Multi-contact Walking Pattern Generation based on Model Preview Control of 3D COM Accelerations
This work addresses the challenge of dynamic stability for humanoid robots in complex environments, representing an incremental improvement in computational efficiency for multi-contact walking.
The authors tackled the problem of generating stable walking patterns for humanoid robots in multi-contact scenarios by developing a pattern generator based on preview-control of 3D center of mass accelerations, resulting in a significant speedup in computing contact-stability constraints using an O(n log n) algorithm and enabling real-time control.

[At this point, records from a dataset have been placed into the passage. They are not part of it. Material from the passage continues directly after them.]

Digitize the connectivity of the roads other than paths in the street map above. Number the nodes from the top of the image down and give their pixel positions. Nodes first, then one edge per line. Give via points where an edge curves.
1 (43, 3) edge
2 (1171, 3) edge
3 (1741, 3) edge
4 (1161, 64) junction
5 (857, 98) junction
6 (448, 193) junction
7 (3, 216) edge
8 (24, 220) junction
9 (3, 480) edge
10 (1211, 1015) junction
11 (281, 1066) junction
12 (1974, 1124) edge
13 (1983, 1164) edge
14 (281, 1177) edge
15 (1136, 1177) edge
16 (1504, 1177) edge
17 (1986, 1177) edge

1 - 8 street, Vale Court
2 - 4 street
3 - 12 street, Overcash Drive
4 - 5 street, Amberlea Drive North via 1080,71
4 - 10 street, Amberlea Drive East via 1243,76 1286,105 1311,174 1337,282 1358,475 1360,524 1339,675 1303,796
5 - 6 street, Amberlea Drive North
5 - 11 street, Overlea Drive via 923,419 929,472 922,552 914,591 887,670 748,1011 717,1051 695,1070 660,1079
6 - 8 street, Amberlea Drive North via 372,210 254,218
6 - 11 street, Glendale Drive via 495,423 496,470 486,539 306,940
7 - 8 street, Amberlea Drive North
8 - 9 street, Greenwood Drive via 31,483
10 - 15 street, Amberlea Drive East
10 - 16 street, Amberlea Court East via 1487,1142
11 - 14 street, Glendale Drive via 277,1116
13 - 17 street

We present a multi-contact walking pattern generator based on preview-control of the 3D acceleration of the center of mass (COM). A key point in the design of our algorithm is the calculation of contact-stability constraints. Thanks to a mathematical observation on the algebraic nature of the frictional wrench cone, we show that the 3D volume of feasible COM accelerations is a always a downward-pointing cone. We reduce its computation to a convex hull of (dual) 2D points, for which optimal O(n log n) algorithms are readily available. This reformulation brings a significant speedup compared to previous methods, which allows us to compute time-varying contact-stability criteria fast enough for the control loop. Next, we propose a conservative trajectory-wide contact-stability criterion, which can be derived from COM-acceleration volumes at marginal cost and directly applied in a model-predictive controller. We finally implement this pipeline and exemplify it with the HRP-4 humanoid model in multi-contact dynamically walking scenarios.